[JIRA] Delete projects from XML backup using Python

[Experimental]

If you are a JIRA system administrator, have you ever come across the requirement of partially exporting JIRA into XML – probably for importing individual projects into another JIRA instance?

If yes, this might work for you. However, my work is incomplete and experimental. This worked with a small JIRA instance (100 issues), and failed with a huge JIRA instance (1 million issues).
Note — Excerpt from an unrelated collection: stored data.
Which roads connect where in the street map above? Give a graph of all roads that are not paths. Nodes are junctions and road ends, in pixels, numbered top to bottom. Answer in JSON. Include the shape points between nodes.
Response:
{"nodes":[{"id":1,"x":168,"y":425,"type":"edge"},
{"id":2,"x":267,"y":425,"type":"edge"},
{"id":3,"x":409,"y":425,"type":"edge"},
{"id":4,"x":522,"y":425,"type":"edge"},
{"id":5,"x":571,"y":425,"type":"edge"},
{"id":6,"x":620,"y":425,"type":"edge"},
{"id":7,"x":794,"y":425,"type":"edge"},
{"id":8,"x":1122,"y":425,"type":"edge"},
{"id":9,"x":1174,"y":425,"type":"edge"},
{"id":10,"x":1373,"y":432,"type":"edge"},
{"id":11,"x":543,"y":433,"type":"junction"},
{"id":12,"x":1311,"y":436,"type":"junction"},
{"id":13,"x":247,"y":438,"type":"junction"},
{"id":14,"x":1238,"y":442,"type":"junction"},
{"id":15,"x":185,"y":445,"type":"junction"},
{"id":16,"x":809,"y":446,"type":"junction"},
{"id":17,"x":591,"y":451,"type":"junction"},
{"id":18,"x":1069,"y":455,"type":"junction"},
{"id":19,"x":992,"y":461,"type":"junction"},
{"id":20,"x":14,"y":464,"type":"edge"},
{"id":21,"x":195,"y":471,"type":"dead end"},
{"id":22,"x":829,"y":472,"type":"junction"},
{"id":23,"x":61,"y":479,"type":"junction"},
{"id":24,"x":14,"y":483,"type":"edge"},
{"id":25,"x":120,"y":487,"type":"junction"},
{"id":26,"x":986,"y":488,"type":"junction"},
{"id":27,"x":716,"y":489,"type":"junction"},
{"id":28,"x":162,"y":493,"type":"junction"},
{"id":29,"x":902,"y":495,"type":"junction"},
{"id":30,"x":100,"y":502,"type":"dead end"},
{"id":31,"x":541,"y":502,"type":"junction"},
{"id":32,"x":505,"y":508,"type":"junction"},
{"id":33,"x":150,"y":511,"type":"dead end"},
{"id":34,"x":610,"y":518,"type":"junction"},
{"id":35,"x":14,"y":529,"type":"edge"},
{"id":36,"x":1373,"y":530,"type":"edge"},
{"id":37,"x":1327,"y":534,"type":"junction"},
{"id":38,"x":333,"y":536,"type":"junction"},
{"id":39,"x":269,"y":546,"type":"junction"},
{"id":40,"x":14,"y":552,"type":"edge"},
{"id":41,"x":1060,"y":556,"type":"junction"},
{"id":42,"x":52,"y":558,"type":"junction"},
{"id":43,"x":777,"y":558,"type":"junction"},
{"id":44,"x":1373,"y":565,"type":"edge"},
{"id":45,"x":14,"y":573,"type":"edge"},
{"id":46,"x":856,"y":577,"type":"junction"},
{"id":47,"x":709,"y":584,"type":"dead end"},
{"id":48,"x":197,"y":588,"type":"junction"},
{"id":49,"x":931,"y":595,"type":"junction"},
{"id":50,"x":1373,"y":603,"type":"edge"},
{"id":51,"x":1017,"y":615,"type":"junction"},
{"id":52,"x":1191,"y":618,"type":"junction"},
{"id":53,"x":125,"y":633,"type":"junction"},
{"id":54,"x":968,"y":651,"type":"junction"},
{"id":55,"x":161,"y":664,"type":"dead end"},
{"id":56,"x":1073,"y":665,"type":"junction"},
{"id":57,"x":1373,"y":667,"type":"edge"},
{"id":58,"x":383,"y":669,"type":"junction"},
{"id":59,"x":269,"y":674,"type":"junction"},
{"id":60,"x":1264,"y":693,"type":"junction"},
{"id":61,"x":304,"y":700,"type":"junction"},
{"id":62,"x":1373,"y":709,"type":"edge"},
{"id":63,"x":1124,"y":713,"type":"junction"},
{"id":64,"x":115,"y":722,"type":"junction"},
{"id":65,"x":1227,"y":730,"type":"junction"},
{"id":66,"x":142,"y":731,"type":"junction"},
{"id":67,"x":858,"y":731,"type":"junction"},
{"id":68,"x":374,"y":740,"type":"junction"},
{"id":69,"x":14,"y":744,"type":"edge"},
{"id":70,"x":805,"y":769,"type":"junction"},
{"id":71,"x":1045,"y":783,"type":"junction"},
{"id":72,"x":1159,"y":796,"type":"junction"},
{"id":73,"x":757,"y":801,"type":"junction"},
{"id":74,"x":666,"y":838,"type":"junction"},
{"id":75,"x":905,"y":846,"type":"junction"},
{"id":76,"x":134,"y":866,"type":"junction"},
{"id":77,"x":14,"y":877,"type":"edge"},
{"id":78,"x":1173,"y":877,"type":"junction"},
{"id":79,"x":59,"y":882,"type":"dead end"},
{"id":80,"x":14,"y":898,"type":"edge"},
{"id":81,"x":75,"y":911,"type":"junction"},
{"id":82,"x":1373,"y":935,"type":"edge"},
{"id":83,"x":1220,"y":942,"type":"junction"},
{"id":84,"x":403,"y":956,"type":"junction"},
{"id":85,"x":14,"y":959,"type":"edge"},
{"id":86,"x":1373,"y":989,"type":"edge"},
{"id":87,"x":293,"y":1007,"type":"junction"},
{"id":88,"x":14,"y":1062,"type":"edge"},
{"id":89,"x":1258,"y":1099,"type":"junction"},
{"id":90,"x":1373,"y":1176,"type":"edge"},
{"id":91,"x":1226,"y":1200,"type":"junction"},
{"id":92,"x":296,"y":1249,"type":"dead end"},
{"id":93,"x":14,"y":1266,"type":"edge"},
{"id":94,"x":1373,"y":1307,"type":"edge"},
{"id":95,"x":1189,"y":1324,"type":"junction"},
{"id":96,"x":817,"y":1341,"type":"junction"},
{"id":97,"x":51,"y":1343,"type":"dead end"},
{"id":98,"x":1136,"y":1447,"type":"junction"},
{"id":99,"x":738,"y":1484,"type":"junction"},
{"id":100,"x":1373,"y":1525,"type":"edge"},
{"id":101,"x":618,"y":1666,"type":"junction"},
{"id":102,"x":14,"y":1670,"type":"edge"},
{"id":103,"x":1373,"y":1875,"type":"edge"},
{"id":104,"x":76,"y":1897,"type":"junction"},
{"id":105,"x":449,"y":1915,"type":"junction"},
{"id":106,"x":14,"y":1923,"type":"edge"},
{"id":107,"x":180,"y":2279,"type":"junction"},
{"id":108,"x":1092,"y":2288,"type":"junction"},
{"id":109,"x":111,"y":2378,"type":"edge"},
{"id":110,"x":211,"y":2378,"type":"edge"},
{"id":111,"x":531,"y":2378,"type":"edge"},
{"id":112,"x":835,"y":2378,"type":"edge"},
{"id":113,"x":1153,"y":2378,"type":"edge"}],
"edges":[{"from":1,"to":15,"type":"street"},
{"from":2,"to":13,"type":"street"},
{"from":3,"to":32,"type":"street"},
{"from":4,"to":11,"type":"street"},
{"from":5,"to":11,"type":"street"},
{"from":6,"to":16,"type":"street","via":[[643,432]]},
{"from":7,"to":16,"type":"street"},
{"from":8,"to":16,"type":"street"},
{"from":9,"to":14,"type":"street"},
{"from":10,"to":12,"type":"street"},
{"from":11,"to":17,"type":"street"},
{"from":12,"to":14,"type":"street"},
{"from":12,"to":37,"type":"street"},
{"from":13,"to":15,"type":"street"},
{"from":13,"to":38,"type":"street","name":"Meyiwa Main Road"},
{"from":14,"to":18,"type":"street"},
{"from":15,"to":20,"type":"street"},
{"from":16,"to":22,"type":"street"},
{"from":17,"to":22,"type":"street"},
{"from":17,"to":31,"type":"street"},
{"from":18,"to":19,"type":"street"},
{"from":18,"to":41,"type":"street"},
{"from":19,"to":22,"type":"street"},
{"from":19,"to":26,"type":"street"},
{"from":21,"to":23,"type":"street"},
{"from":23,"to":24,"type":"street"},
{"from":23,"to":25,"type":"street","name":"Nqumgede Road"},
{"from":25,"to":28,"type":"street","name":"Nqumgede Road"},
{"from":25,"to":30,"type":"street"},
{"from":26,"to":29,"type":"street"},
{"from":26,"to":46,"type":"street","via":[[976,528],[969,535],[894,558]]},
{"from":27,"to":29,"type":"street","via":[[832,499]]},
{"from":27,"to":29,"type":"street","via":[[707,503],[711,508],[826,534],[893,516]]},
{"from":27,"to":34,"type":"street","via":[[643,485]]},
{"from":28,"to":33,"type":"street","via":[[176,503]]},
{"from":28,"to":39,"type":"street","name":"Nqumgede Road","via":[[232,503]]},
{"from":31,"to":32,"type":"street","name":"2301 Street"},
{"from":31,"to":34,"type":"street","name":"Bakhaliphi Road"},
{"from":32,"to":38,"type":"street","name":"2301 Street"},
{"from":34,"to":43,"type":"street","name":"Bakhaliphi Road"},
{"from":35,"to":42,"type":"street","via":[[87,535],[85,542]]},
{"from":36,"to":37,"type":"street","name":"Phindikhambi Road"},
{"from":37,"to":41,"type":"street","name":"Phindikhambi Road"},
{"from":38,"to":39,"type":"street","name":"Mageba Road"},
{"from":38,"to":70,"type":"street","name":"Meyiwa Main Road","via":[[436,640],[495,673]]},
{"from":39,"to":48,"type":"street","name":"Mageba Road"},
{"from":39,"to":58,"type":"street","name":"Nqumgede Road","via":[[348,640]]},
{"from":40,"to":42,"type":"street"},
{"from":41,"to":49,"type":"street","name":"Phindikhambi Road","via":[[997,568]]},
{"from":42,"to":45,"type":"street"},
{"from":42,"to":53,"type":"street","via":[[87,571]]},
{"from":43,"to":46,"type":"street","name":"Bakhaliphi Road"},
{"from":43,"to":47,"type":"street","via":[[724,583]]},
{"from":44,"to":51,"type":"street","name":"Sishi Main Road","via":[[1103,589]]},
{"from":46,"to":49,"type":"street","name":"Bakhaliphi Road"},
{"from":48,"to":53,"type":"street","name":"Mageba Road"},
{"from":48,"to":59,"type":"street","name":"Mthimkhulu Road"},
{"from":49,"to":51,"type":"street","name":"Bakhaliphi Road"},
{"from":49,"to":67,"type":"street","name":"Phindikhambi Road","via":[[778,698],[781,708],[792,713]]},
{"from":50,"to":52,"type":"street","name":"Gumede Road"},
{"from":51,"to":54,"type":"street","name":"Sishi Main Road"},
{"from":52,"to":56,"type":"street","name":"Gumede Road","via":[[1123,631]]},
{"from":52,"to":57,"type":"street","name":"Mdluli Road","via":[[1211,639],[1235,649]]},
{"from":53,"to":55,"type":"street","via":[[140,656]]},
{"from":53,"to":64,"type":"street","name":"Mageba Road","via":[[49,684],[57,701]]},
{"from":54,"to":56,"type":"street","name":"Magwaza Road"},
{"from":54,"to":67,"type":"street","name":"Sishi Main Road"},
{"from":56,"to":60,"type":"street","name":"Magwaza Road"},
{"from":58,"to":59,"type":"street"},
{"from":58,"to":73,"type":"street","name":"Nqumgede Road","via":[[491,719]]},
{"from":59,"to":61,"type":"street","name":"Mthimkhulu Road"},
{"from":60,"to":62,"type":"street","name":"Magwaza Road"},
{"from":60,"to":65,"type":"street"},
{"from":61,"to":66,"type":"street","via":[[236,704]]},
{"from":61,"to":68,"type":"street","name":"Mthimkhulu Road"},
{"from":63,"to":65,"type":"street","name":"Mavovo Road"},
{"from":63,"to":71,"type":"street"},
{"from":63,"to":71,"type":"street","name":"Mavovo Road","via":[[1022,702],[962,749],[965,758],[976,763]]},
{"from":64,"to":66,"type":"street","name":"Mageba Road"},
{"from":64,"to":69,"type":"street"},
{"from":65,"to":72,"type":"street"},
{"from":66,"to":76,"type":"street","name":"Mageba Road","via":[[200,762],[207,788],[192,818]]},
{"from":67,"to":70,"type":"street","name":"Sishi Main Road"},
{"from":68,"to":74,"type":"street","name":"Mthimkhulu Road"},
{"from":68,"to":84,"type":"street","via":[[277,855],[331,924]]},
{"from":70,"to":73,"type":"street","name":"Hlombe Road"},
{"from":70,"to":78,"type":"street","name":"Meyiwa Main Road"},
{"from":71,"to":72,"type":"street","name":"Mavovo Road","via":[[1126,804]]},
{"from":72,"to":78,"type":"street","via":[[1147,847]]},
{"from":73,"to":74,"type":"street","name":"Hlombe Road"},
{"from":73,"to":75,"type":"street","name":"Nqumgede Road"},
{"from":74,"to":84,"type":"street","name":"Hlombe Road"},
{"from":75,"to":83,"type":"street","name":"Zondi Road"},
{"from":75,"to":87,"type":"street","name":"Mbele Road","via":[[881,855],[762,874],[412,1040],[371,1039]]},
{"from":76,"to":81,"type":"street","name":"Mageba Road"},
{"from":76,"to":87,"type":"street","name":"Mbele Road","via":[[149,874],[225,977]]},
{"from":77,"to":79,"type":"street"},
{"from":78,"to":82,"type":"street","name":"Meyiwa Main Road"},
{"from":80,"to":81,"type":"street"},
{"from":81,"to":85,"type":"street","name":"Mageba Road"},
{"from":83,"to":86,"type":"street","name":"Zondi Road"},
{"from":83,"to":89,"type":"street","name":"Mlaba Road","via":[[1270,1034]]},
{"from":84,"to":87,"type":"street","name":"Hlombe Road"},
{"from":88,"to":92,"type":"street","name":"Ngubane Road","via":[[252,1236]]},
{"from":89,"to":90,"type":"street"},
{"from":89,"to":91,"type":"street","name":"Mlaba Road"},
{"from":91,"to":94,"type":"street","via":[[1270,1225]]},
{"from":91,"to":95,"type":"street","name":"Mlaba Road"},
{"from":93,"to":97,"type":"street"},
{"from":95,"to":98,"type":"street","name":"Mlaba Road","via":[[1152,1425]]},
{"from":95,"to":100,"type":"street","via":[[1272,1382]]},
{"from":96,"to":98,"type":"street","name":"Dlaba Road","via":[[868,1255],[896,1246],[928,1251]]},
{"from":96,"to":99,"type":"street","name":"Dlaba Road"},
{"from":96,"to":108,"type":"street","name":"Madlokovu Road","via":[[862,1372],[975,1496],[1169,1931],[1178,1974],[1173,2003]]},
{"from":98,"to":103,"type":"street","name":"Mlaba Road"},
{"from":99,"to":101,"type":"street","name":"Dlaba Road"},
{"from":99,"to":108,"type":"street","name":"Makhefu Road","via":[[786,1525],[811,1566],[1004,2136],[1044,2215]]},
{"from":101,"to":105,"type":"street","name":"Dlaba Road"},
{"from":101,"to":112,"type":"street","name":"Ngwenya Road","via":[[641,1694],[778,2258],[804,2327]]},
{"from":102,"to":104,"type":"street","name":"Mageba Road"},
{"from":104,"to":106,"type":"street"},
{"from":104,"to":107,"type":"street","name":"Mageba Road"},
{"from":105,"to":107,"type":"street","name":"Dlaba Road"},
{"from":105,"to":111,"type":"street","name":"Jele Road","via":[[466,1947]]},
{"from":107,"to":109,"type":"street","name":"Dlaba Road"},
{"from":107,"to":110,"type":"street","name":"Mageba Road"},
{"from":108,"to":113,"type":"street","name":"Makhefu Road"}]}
Here’s the Python script I wrote for deleting projects from JIRA XML backup:

#!/usr/bin/python

from lxml import etree

#xp = etree.XMLParser(encoding='utf-8', recover=True)
#doc = etree.parse('entities.xml', xp)
doc = etree.parse ('entities.xml')

# Array of project keys
plist = ['ABC', 'DEF', 'GHI']

for x in plist:
    for p in doc.xpath ("//Project[@key!=\'" + x + "\']"):
        #p.get entities and delete
        pi = p.get("id")
        for i in doc.xpath ("//Issue[@project=\'" + pi + "\']"):
            ii = i.get("id")
            for cfv in doc.xpath ("//CustomFieldValue[@issue=\'" + ii + "\']"):
                cfv.getparent().remove(cfv)
            for cg in doc.xpath ("//ChangeGroup[@issue=\'" + ii + "\']"):
                cgi = cg.get("id")
                for ci in doc.xpath ("//ChangeItem[@group=\'" + cgi + "\']"):
                    ci.getparent().remove(ci)
                cg.getparent().remove(cg)
            for fa in doc.xpath ("//FileAttachment[@issue=\'" + ii + "\']"):
                fa.getparent().remove(fa)
            for il in doc.xpath ("//IssueLink[@source=\'" + ii + "\']"):
                il.getparent().remove(il)
            for il in doc.xpath ("//IssueLink[@destination=\'" + ii + "\']"):
                il.getparent().remove(il)
            for na in doc.xpath ("//NodeAssociation[@sourceNodeEntity=\'Issue\' and @sourceNodeId=\'" + ii + "\']"):
                na.getparent().remove(na)
            for wl in doc.xpath ("//Worklog[@issue=\'" + ii + "\']"):
                wl.getparent().remove(wl)
            for c in doc.xpath ("//Action[@issue=\'" + ii + "\']"):
                c.getparent().remove()
            i.getparent().remove(i)
        for na in doc.xpath ("//NodeAssociation[@sourceNodeEntity=\'Project\' and @sourceNodeId=\'" + pi + "\']"):
            na.getparent().remove(na)
        for c in doc.xpath ("//Component[@project=\'" + pi + "\']"):
            c.getparent().remove(c)
        for v in doc.xpath ("//Version[@project=\'" + pi + "\']"):
            v.getparent().remove(v)
        for a in doc.xpath ("//ProjectRoleActor[@pid=\'" + pi + "\']"):
            a.getparent().remove(a)
        for pk in doc.xpath ("ProjectKey[@projectId=\'" + pi + "\']"):
            pk.getparent().remove(pk)
        p.getparent().remove(p)

f = open ('entities.new.xml', 'w')
f.write (etree.tostring(doc, pretty_print=True, xml_declaration=True))
f.close()

Before you run this, you need to unzip the JIRA XML backup which is a zip archive containing two or three XML files. Put the script file in the same directory where you have the unzipped XML files and run it. It will produce output into file ‘entities.new.xml’. Once completed, replace ‘entities.xml’ by ‘entities.new.xml’, remove the Python script and re-pack the folder into a new zip file. Now it is ready to be imported into another JIRA instance.

Please note that this is incomplete and I cannot guarantee 100% success. You can easily follow the structure of this code and improve it by yourself.